With the pictures left aside, write out the entries that follow exactly.

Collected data
────────────────────────────────────────
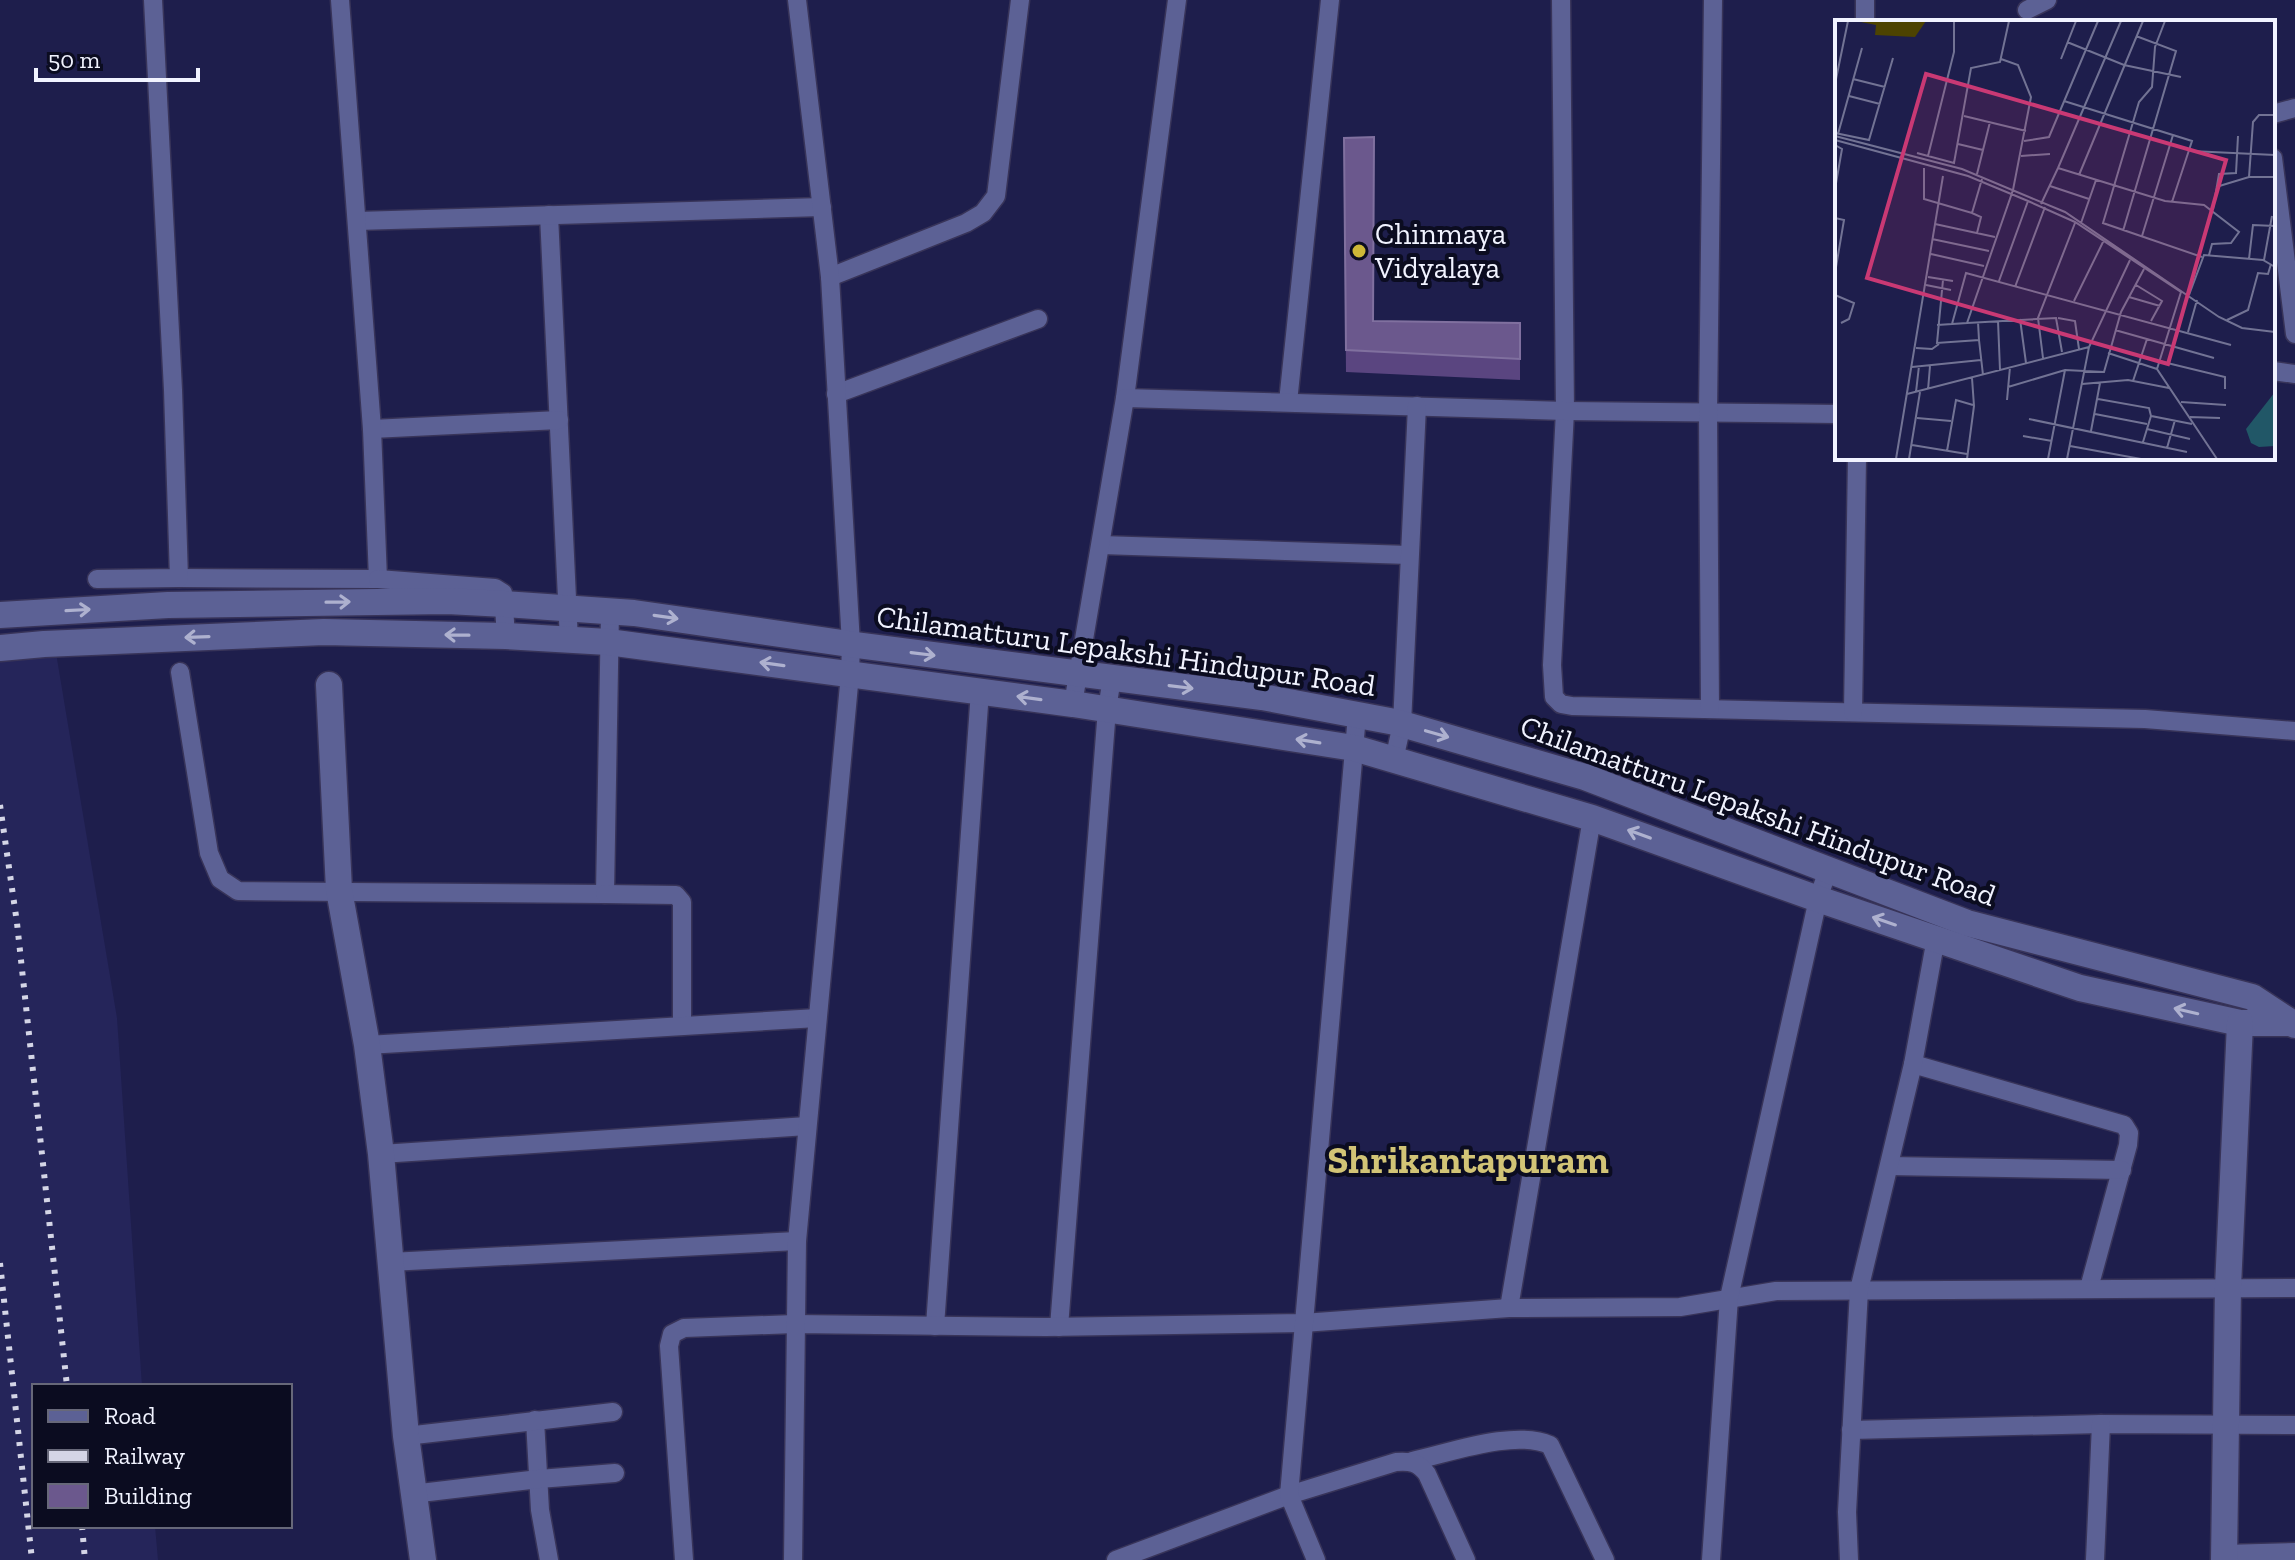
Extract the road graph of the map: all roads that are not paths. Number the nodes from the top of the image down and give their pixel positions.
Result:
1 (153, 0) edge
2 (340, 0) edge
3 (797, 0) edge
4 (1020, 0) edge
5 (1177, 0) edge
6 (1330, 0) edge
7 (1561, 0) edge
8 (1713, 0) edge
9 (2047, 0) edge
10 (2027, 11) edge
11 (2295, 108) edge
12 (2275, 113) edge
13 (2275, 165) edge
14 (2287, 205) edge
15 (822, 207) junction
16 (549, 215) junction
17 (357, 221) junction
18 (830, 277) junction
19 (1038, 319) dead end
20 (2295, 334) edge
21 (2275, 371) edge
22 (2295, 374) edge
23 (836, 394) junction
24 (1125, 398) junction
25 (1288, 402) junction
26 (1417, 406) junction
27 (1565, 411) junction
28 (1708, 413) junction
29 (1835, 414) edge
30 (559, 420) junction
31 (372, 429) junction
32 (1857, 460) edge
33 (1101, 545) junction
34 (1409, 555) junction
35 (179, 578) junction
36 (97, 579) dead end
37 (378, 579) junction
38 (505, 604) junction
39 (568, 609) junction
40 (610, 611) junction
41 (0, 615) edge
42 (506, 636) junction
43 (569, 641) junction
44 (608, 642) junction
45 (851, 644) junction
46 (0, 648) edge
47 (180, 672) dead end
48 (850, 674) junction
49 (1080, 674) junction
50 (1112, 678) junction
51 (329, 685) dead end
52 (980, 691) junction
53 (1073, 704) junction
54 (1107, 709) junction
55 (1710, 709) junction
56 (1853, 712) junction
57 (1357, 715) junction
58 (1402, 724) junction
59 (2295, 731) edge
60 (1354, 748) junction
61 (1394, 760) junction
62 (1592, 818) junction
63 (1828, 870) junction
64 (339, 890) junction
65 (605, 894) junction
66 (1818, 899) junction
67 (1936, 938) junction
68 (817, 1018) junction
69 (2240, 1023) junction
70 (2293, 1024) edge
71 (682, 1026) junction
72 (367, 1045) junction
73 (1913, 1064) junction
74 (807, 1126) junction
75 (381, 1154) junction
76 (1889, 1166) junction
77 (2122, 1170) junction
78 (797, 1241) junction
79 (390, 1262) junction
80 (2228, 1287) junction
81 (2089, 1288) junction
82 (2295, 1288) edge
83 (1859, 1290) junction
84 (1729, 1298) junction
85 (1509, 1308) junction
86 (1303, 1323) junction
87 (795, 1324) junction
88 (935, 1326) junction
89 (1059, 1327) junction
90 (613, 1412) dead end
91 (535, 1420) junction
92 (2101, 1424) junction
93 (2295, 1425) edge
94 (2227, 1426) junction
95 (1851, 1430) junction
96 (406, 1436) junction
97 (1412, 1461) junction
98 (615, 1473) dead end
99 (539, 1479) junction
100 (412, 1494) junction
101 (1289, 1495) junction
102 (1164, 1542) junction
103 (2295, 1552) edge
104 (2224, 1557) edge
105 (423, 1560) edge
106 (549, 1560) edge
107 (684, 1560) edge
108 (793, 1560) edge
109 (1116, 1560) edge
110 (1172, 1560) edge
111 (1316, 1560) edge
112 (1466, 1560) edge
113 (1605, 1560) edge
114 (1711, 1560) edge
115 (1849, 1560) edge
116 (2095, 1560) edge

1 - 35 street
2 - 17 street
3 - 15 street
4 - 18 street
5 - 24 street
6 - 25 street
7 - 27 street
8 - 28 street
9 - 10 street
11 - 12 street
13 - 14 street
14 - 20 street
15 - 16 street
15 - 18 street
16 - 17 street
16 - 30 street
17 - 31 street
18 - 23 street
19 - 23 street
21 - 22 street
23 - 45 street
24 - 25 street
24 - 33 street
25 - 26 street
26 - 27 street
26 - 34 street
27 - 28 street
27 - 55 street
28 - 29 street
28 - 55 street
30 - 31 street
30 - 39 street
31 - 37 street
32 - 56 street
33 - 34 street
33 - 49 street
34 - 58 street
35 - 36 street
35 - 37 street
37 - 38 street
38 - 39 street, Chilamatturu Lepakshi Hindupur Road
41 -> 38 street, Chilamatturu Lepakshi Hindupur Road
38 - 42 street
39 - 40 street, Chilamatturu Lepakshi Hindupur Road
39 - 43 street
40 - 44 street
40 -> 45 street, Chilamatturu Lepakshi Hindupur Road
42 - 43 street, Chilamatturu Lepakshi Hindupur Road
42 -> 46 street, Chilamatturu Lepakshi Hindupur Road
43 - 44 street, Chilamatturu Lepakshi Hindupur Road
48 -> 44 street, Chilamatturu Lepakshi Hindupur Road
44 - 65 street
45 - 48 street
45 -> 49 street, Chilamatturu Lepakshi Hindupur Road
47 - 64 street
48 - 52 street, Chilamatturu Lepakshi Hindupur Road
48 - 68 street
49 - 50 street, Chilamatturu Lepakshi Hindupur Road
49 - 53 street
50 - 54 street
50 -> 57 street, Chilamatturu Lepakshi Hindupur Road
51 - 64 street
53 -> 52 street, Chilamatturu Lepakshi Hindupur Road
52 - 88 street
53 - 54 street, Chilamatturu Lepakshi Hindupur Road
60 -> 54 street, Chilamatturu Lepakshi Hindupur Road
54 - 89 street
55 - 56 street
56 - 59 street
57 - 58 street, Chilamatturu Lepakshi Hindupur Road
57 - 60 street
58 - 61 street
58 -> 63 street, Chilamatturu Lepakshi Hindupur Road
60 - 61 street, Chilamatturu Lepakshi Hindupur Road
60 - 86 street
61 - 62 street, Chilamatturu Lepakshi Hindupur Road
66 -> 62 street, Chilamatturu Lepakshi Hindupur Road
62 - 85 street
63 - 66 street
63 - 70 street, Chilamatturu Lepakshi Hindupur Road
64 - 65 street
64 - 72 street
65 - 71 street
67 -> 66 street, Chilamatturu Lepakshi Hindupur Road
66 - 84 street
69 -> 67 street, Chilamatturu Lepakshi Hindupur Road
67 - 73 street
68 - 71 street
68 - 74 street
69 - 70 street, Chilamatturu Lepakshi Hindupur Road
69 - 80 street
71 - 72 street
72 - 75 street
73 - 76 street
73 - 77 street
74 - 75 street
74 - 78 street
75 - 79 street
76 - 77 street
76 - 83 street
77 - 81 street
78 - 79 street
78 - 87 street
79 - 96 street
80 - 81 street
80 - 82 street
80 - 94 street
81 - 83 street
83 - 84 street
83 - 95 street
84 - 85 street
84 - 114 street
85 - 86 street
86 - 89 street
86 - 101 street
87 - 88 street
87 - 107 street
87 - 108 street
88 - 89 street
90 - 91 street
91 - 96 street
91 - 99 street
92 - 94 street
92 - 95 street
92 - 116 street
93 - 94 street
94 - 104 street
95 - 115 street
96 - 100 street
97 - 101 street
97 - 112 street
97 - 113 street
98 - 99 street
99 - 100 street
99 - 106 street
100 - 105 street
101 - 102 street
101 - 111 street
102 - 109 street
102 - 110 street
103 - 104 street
────────────────────────────────────────
Answer below:
Extract the road graph of the map: all roads that are not paths. Number the nodes from the top of the image down and give their pixel positions.
Result:
1 (153, 0) edge
2 (340, 0) edge
3 (797, 0) edge
4 (1020, 0) edge
5 (1177, 0) edge
6 (1330, 0) edge
7 (1561, 0) edge
8 (1713, 0) edge
9 (2047, 0) edge
10 (2027, 11) edge
11 (2295, 108) edge
12 (2275, 113) edge
13 (2275, 165) edge
14 (2287, 205) edge
15 (822, 207) junction
16 (549, 215) junction
17 (357, 221) junction
18 (830, 277) junction
19 (1038, 319) dead end
20 (2295, 334) edge
21 (2275, 371) edge
22 (2295, 374) edge
23 (836, 394) junction
24 (1125, 398) junction
25 (1288, 402) junction
26 (1417, 406) junction
27 (1565, 411) junction
28 (1708, 413) junction
29 (1835, 414) edge
30 (559, 420) junction
31 (372, 429) junction
32 (1857, 460) edge
33 (1101, 545) junction
34 (1409, 555) junction
35 (179, 578) junction
36 (97, 579) dead end
37 (378, 579) junction
38 (505, 604) junction
39 (568, 609) junction
40 (610, 611) junction
41 (0, 615) edge
42 (506, 636) junction
43 (569, 641) junction
44 (608, 642) junction
45 (851, 644) junction
46 (0, 648) edge
47 (180, 672) dead end
48 (850, 674) junction
49 (1080, 674) junction
50 (1112, 678) junction
51 (329, 685) dead end
52 (980, 691) junction
53 (1073, 704) junction
54 (1107, 709) junction
55 (1710, 709) junction
56 (1853, 712) junction
57 (1357, 715) junction
58 (1402, 724) junction
59 (2295, 731) edge
60 (1354, 748) junction
61 (1394, 760) junction
62 (1592, 818) junction
63 (1828, 870) junction
64 (339, 890) junction
65 (605, 894) junction
66 (1818, 899) junction
67 (1936, 938) junction
68 (817, 1018) junction
69 (2240, 1023) junction
70 (2293, 1024) edge
71 (682, 1026) junction
72 (367, 1045) junction
73 (1913, 1064) junction
74 (807, 1126) junction
75 (381, 1154) junction
76 (1889, 1166) junction
77 (2122, 1170) junction
78 (797, 1241) junction
79 (390, 1262) junction
80 (2228, 1287) junction
81 (2089, 1288) junction
82 (2295, 1288) edge
83 (1859, 1290) junction
84 (1729, 1298) junction
85 (1509, 1308) junction
86 (1303, 1323) junction
87 (795, 1324) junction
88 (935, 1326) junction
89 (1059, 1327) junction
90 (613, 1412) dead end
91 (535, 1420) junction
92 (2101, 1424) junction
93 (2295, 1425) edge
94 (2227, 1426) junction
95 (1851, 1430) junction
96 (406, 1436) junction
97 (1412, 1461) junction
98 (615, 1473) dead end
99 (539, 1479) junction
100 (412, 1494) junction
101 (1289, 1495) junction
102 (1164, 1542) junction
103 (2295, 1552) edge
104 (2224, 1557) edge
105 (423, 1560) edge
106 (549, 1560) edge
107 (684, 1560) edge
108 (793, 1560) edge
109 (1116, 1560) edge
110 (1172, 1560) edge
111 (1316, 1560) edge
112 (1466, 1560) edge
113 (1605, 1560) edge
114 (1711, 1560) edge
115 (1849, 1560) edge
116 (2095, 1560) edge

1 - 35 street
2 - 17 street
3 - 15 street
4 - 18 street
5 - 24 street
6 - 25 street
7 - 27 street
8 - 28 street
9 - 10 street
11 - 12 street
13 - 14 street
14 - 20 street
15 - 16 street
15 - 18 street
16 - 17 street
16 - 30 street
17 - 31 street
18 - 23 street
19 - 23 street
21 - 22 street
23 - 45 street
24 - 25 street
24 - 33 street
25 - 26 street
26 - 27 street
26 - 34 street
27 - 28 street
27 - 55 street
28 - 29 street
28 - 55 street
30 - 31 street
30 - 39 street
31 - 37 street
32 - 56 street
33 - 34 street
33 - 49 street
34 - 58 street
35 - 36 street
35 - 37 street
37 - 38 street
38 - 39 street, Chilamatturu Lepakshi Hindupur Road
41 -> 38 street, Chilamatturu Lepakshi Hindupur Road
38 - 42 street
39 - 40 street, Chilamatturu Lepakshi Hindupur Road
39 - 43 street
40 - 44 street
40 -> 45 street, Chilamatturu Lepakshi Hindupur Road
42 - 43 street, Chilamatturu Lepakshi Hindupur Road
42 -> 46 street, Chilamatturu Lepakshi Hindupur Road
43 - 44 street, Chilamatturu Lepakshi Hindupur Road
48 -> 44 street, Chilamatturu Lepakshi Hindupur Road
44 - 65 street
45 - 48 street
45 -> 49 street, Chilamatturu Lepakshi Hindupur Road
47 - 64 street
48 - 52 street, Chilamatturu Lepakshi Hindupur Road
48 - 68 street
49 - 50 street, Chilamatturu Lepakshi Hindupur Road
49 - 53 street
50 - 54 street
50 -> 57 street, Chilamatturu Lepakshi Hindupur Road
51 - 64 street
53 -> 52 street, Chilamatturu Lepakshi Hindupur Road
52 - 88 street
53 - 54 street, Chilamatturu Lepakshi Hindupur Road
60 -> 54 street, Chilamatturu Lepakshi Hindupur Road
54 - 89 street
55 - 56 street
56 - 59 street
57 - 58 street, Chilamatturu Lepakshi Hindupur Road
57 - 60 street
58 - 61 street
58 -> 63 street, Chilamatturu Lepakshi Hindupur Road
60 - 61 street, Chilamatturu Lepakshi Hindupur Road
60 - 86 street
61 - 62 street, Chilamatturu Lepakshi Hindupur Road
66 -> 62 street, Chilamatturu Lepakshi Hindupur Road
62 - 85 street
63 - 66 street
63 - 70 street, Chilamatturu Lepakshi Hindupur Road
64 - 65 street
64 - 72 street
65 - 71 street
67 -> 66 street, Chilamatturu Lepakshi Hindupur Road
66 - 84 street
69 -> 67 street, Chilamatturu Lepakshi Hindupur Road
67 - 73 street
68 - 71 street
68 - 74 street
69 - 70 street, Chilamatturu Lepakshi Hindupur Road
69 - 80 street
71 - 72 street
72 - 75 street
73 - 76 street
73 - 77 street
74 - 75 street
74 - 78 street
75 - 79 street
76 - 77 street
76 - 83 street
77 - 81 street
78 - 79 street
78 - 87 street
79 - 96 street
80 - 81 street
80 - 82 street
80 - 94 street
81 - 83 street
83 - 84 street
83 - 95 street
84 - 85 street
84 - 114 street
85 - 86 street
86 - 89 street
86 - 101 street
87 - 88 street
87 - 107 street
87 - 108 street
88 - 89 street
90 - 91 street
91 - 96 street
91 - 99 street
92 - 94 street
92 - 95 street
92 - 116 street
93 - 94 street
94 - 104 street
95 - 115 street
96 - 100 street
97 - 101 street
97 - 112 street
97 - 113 street
98 - 99 street
99 - 100 street
99 - 106 street
100 - 105 street
101 - 102 street
101 - 111 street
102 - 109 street
102 - 110 street
103 - 104 street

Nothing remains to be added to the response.